A while back I took a radical career change, ditching seniority and compensation. I may be headed back to the field, but I am so glad I took on challenges outside our bubble. If you need a break or want to try a different path, roll with it - the recruiters aren't going anywhere and life is jazz.
Unknown said…
Too many people get burned out and D on't take a break. It helps everyone, self, family, work, to refresh. Thanks for sharing!
Sandi said…
Thank you for your insight. After almost 40 years in numerous variations on Infosec, I find that taking breaks to look at things from fresh perspectives has intellectual as well as physical benefits. Sometimes observing actions or processes that ostensibly have nothing to do with information security brings innovative approaches. And so glad you found a cultural fit. All the difference in maintaining curiosity and sanity...
Anonymous said…

Many kudos for your openness to sharing a very personal experience regarding your journey through the PhD / job transition/ career path of the past few years. I would agree that many, if not most of us in the Cyber career path (as well as other high-performance careers) eventually experience "burn-out" or at least start to ask if what we're doing at that point is what we really want to do. I look forward to your continued blogging and seeing how this new set of activities engages your passion for learning and making a difference. -fellow USAFA grad.
happy2019 said…
TBH I always thought school as a waste of time that is also the reason I left my university and never even thought to go back.
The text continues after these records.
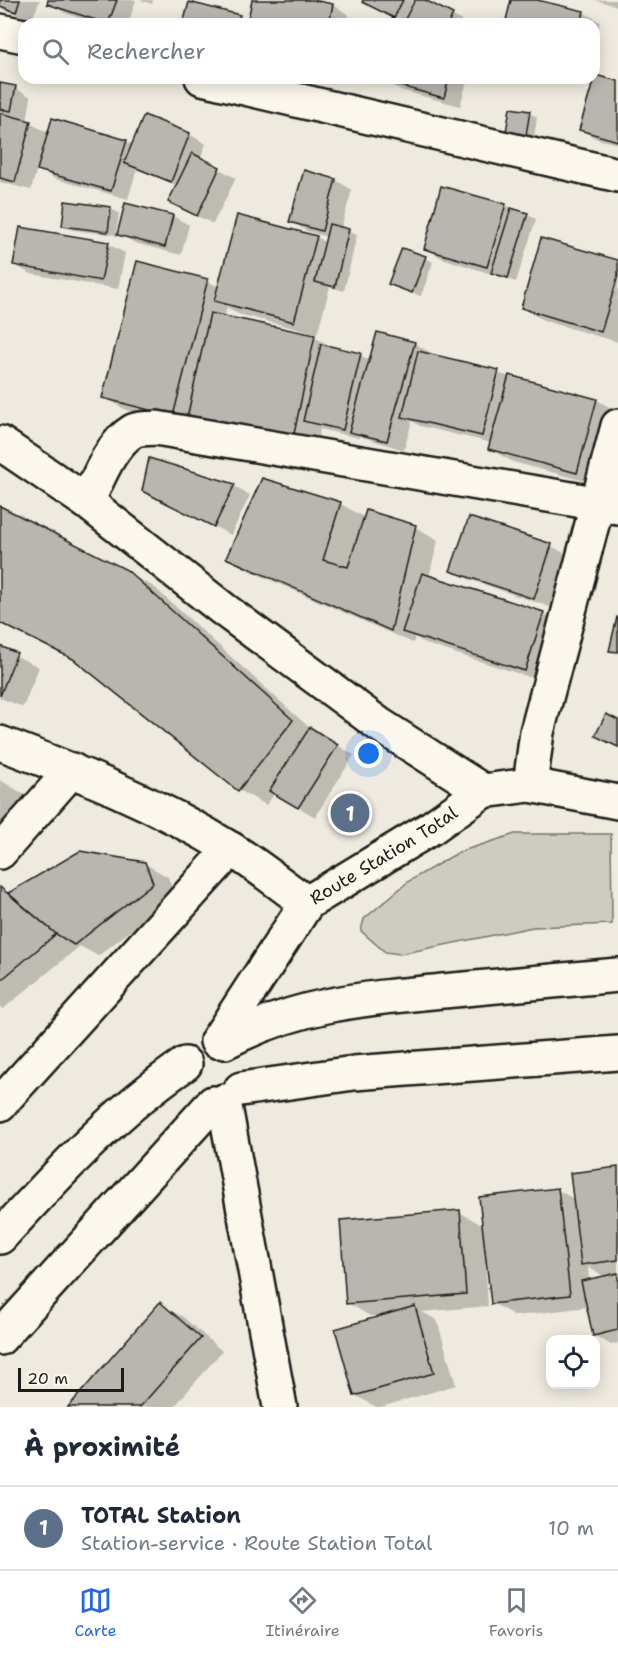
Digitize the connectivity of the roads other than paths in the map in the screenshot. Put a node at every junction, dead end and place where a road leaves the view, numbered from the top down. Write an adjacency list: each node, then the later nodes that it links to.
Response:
1 (0, 31): 2 (street)
2 (18, 35)
3 (228, 84): 4 (street)
4 (618, 175)
5 (618, 426): 8 (street)
6 (0, 443): 7 (street)
7 (87, 502): 8 (street); 12 (street)
8 (607, 505): 11 (street)
9 (0, 743): 10 (street)
10 (72, 770): 14 (street); 15 (street)
11 (530, 785): 12 (street, Route Station Total); 13 (street, Route Station Total)
12 (483, 791): 16 (street, Route Station Total)
13 (618, 802)
14 (231, 849): 16 (street); 22 (street)
15 (0, 852)
16 (308, 903): 18 (street, Route Station Total)
17 (618, 975): 18 (street)
18 (221, 1042): 20 (street); 21 (street)
19 (618, 1053): 21 (street)
20 (185, 1064): 21 (street); 23 (street)
21 (226, 1098): 24 (street); 25 (street)
22 (0, 1104)
23 (0, 1237)
24 (0, 1338)
25 (280, 1407)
I would advise every youngsters against it. In Todays information age all the information is open and available. You can learn everything from the Internet from languages, 3d graphics to security and cisco switches.

Universities are all about ripoffs, they taking your life, takin your money leaving you with a pice of paper. Me as a manager would never hire a university graduate for a post, I would 100x times prefer enthusiasts with eagerness to learn or experienced people over people with useless degrees.
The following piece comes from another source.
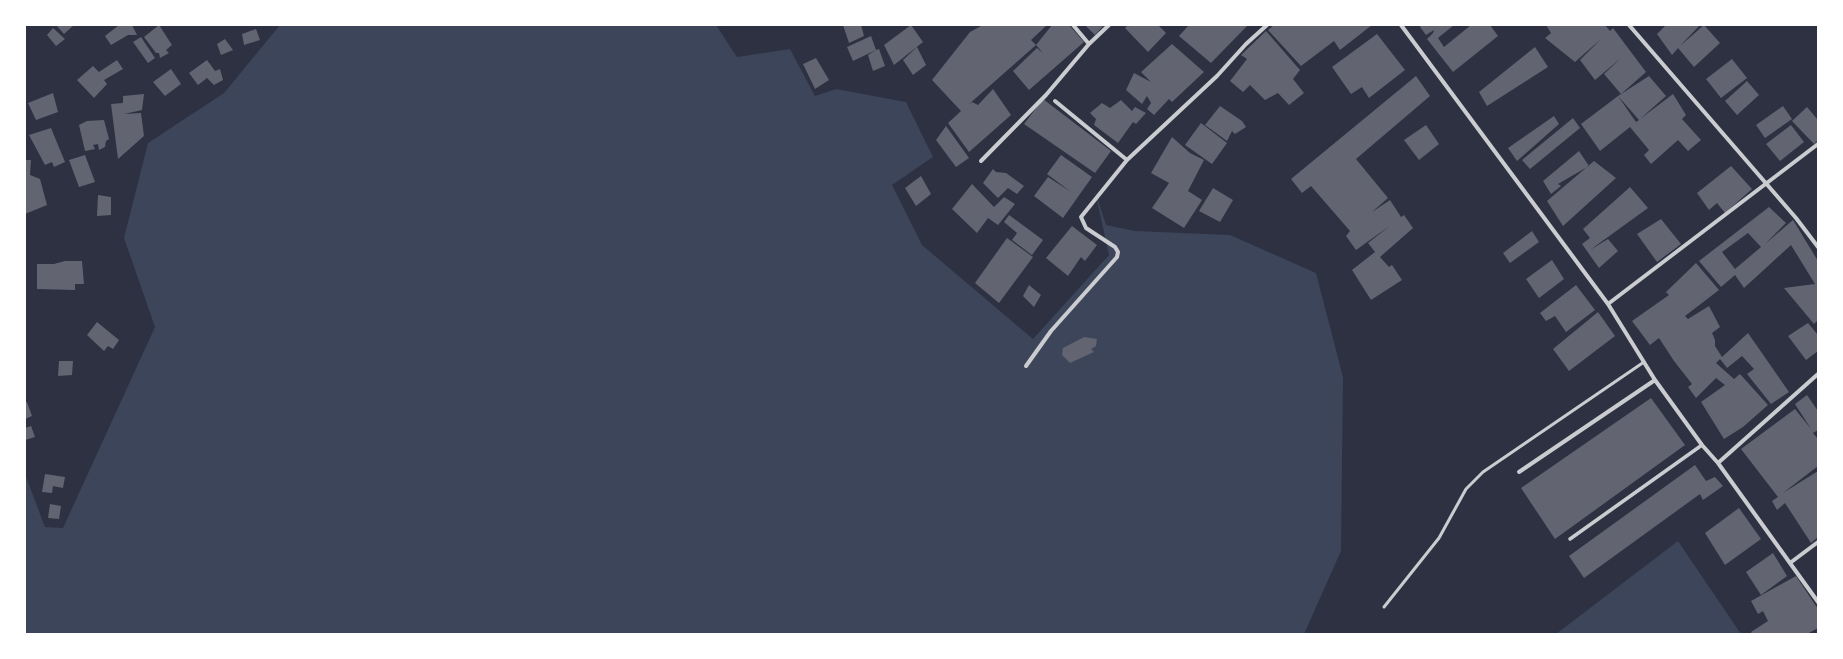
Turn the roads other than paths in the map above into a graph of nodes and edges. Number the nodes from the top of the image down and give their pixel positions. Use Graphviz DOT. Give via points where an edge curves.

I could be ranting on this all day long but it's a universal truth no need to be repeated.

I was also working for years as sysadmin then switched to IT sec then back to sysadmin and now I'm happy where I am. I would not go back to security for any costs just doing good old sysadmin tasks all day long. I would never consider doing anything else either like becoming a real estate agent, a lawyer or doctor. I have completely zero interest to those professions regardless how much more money do they make compared to IT.

I don't understand university fanatics, neither those BOSS type of characters who just work work work and don't even enjoy the wealth they accumlate during the process.

The more things change, the more the more they stay the same.